TO DO →
When you return the data, keep each character exactly as it appears.

-------

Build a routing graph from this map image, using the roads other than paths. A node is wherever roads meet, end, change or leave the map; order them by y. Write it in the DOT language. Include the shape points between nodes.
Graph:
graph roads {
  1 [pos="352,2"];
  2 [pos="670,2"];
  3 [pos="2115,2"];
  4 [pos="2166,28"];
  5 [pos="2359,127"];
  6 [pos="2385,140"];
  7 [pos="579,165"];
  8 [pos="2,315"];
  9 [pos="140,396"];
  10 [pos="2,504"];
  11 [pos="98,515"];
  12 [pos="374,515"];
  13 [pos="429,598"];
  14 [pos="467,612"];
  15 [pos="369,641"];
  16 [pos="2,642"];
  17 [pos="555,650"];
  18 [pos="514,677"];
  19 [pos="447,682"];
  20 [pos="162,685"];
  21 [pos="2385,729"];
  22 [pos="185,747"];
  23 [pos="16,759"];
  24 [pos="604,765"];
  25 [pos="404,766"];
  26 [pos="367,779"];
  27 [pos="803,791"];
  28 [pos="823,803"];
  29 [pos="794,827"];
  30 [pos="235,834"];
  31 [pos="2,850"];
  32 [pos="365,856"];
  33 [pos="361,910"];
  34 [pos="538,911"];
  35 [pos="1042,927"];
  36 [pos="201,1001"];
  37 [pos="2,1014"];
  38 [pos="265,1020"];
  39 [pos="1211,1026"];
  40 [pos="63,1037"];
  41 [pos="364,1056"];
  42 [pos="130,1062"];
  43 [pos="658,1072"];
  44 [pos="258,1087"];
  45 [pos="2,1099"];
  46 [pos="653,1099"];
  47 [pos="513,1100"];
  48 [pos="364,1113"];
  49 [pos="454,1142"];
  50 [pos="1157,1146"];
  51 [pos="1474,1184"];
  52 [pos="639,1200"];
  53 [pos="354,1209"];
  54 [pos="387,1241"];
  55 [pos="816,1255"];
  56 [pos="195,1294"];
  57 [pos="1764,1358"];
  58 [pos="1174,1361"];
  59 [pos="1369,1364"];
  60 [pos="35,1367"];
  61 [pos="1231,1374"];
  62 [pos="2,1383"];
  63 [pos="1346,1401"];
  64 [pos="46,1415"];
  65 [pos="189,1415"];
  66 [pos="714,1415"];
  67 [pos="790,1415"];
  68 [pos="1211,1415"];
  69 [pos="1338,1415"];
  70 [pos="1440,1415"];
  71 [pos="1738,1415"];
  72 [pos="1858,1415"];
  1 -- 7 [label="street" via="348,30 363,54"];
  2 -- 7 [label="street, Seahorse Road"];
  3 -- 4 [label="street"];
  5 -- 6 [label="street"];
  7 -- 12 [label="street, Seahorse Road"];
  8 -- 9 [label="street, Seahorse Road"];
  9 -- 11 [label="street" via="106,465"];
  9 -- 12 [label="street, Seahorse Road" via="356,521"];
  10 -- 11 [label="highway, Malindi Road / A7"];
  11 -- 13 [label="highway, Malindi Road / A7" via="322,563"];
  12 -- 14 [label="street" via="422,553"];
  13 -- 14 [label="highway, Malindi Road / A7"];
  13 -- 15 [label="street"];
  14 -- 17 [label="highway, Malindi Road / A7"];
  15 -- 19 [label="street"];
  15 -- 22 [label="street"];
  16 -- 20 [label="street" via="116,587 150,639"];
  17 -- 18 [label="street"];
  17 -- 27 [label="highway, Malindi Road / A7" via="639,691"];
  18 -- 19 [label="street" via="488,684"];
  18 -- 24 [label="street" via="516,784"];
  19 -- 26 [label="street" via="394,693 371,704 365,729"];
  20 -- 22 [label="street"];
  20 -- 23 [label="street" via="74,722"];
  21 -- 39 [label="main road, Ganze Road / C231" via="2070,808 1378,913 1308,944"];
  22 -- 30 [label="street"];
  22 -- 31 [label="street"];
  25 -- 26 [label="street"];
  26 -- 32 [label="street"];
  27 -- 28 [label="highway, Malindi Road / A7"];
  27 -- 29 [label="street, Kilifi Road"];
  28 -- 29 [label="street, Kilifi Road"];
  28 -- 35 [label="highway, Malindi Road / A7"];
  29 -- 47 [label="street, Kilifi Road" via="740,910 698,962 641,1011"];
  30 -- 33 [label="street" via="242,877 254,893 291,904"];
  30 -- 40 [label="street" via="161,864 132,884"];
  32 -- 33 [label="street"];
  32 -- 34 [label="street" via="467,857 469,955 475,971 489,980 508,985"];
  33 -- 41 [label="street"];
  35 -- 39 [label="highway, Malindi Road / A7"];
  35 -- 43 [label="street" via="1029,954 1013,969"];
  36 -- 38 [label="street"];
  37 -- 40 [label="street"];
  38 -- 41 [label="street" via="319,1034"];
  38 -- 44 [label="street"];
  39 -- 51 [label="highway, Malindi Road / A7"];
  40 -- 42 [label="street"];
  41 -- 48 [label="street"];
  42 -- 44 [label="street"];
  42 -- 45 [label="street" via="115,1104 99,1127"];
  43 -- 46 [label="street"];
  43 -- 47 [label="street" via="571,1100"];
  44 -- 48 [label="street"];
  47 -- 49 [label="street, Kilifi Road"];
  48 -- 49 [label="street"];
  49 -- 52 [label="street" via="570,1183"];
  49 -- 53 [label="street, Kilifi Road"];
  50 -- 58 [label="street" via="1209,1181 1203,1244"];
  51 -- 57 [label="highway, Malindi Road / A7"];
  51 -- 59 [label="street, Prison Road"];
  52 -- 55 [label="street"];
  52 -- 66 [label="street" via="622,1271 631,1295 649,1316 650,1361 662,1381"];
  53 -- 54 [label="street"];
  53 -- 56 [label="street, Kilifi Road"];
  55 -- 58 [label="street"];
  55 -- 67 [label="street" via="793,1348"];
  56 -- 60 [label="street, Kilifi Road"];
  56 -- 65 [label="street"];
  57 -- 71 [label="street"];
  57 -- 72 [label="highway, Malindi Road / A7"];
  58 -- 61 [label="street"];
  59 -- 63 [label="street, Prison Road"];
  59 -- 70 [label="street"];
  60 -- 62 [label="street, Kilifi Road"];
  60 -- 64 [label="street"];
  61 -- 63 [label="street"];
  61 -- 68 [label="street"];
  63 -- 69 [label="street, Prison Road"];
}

-------

COMPLETED TASK →
Build a routing graph from this map image, using the roads other than paths. A node is wherever roads meet, end, change or leave the map; order them by y. Write it in the DOT language. Include the shape points between nodes.
Graph:
graph roads {
  1 [pos="352,2"];
  2 [pos="670,2"];
  3 [pos="2115,2"];
  4 [pos="2166,28"];
  5 [pos="2359,127"];
  6 [pos="2385,140"];
  7 [pos="579,165"];
  8 [pos="2,315"];
  9 [pos="140,396"];
  10 [pos="2,504"];
  11 [pos="98,515"];
  12 [pos="374,515"];
  13 [pos="429,598"];
  14 [pos="467,612"];
  15 [pos="369,641"];
  16 [pos="2,642"];
  17 [pos="555,650"];
  18 [pos="514,677"];
  19 [pos="447,682"];
  20 [pos="162,685"];
  21 [pos="2385,729"];
  22 [pos="185,747"];
  23 [pos="16,759"];
  24 [pos="604,765"];
  25 [pos="404,766"];
  26 [pos="367,779"];
  27 [pos="803,791"];
  28 [pos="823,803"];
  29 [pos="794,827"];
  30 [pos="235,834"];
  31 [pos="2,850"];
  32 [pos="365,856"];
  33 [pos="361,910"];
  34 [pos="538,911"];
  35 [pos="1042,927"];
  36 [pos="201,1001"];
  37 [pos="2,1014"];
  38 [pos="265,1020"];
  39 [pos="1211,1026"];
  40 [pos="63,1037"];
  41 [pos="364,1056"];
  42 [pos="130,1062"];
  43 [pos="658,1072"];
  44 [pos="258,1087"];
  45 [pos="2,1099"];
  46 [pos="653,1099"];
  47 [pos="513,1100"];
  48 [pos="364,1113"];
  49 [pos="454,1142"];
  50 [pos="1157,1146"];
  51 [pos="1474,1184"];
  52 [pos="639,1200"];
  53 [pos="354,1209"];
  54 [pos="387,1241"];
  55 [pos="816,1255"];
  56 [pos="195,1294"];
  57 [pos="1764,1358"];
  58 [pos="1174,1361"];
  59 [pos="1369,1364"];
  60 [pos="35,1367"];
  61 [pos="1231,1374"];
  62 [pos="2,1383"];
  63 [pos="1346,1401"];
  64 [pos="46,1415"];
  65 [pos="189,1415"];
  66 [pos="714,1415"];
  67 [pos="790,1415"];
  68 [pos="1211,1415"];
  69 [pos="1338,1415"];
  70 [pos="1440,1415"];
  71 [pos="1738,1415"];
  72 [pos="1858,1415"];
  1 -- 7 [label="street" via="348,30 363,54"];
  2 -- 7 [label="street, Seahorse Road"];
  3 -- 4 [label="street"];
  5 -- 6 [label="street"];
  7 -- 12 [label="street, Seahorse Road"];
  8 -- 9 [label="street, Seahorse Road"];
  9 -- 11 [label="street" via="106,465"];
  9 -- 12 [label="street, Seahorse Road" via="356,521"];
  10 -- 11 [label="highway, Malindi Road / A7"];
  11 -- 13 [label="highway, Malindi Road / A7" via="322,563"];
  12 -- 14 [label="street" via="422,553"];
  13 -- 14 [label="highway, Malindi Road / A7"];
  13 -- 15 [label="street"];
  14 -- 17 [label="highway, Malindi Road / A7"];
  15 -- 19 [label="street"];
  15 -- 22 [label="street"];
  16 -- 20 [label="street" via="116,587 150,639"];
  17 -- 18 [label="street"];
  17 -- 27 [label="highway, Malindi Road / A7" via="639,691"];
  18 -- 19 [label="street" via="488,684"];
  18 -- 24 [label="street" via="516,784"];
  19 -- 26 [label="street" via="394,693 371,704 365,729"];
  20 -- 22 [label="street"];
  20 -- 23 [label="street" via="74,722"];
  21 -- 39 [label="main road, Ganze Road / C231" via="2070,808 1378,913 1308,944"];
  22 -- 30 [label="street"];
  22 -- 31 [label="street"];
  25 -- 26 [label="street"];
  26 -- 32 [label="street"];
  27 -- 28 [label="highway, Malindi Road / A7"];
  27 -- 29 [label="street, Kilifi Road"];
  28 -- 29 [label="street, Kilifi Road"];
  28 -- 35 [label="highway, Malindi Road / A7"];
  29 -- 47 [label="street, Kilifi Road" via="740,910 698,962 641,1011"];
  30 -- 33 [label="street" via="242,877 254,893 291,904"];
  30 -- 40 [label="street" via="161,864 132,884"];
  32 -- 33 [label="street"];
  32 -- 34 [label="street" via="467,857 469,955 475,971 489,980 508,985"];
  33 -- 41 [label="street"];
  35 -- 39 [label="highway, Malindi Road / A7"];
  35 -- 43 [label="street" via="1029,954 1013,969"];
  36 -- 38 [label="street"];
  37 -- 40 [label="street"];
  38 -- 41 [label="street" via="319,1034"];
  38 -- 44 [label="street"];
  39 -- 51 [label="highway, Malindi Road / A7"];
  40 -- 42 [label="street"];
  41 -- 48 [label="street"];
  42 -- 44 [label="street"];
  42 -- 45 [label="street" via="115,1104 99,1127"];
  43 -- 46 [label="street"];
  43 -- 47 [label="street" via="571,1100"];
  44 -- 48 [label="street"];
  47 -- 49 [label="street, Kilifi Road"];
  48 -- 49 [label="street"];
  49 -- 52 [label="street" via="570,1183"];
  49 -- 53 [label="street, Kilifi Road"];
  50 -- 58 [label="street" via="1209,1181 1203,1244"];
  51 -- 57 [label="highway, Malindi Road / A7"];
  51 -- 59 [label="street, Prison Road"];
  52 -- 55 [label="street"];
  52 -- 66 [label="street" via="622,1271 631,1295 649,1316 650,1361 662,1381"];
  53 -- 54 [label="street"];
  53 -- 56 [label="street, Kilifi Road"];
  55 -- 58 [label="street"];
  55 -- 67 [label="street" via="793,1348"];
  56 -- 60 [label="street, Kilifi Road"];
  56 -- 65 [label="street"];
  57 -- 71 [label="street"];
  57 -- 72 [label="highway, Malindi Road / A7"];
  58 -- 61 [label="street"];
  59 -- 63 [label="street, Prison Road"];
  59 -- 70 [label="street"];
  60 -- 62 [label="street, Kilifi Road"];
  60 -- 64 [label="street"];
  61 -- 63 [label="street"];
  61 -- 68 [label="street"];
  63 -- 69 [label="street, Prison Road"];
}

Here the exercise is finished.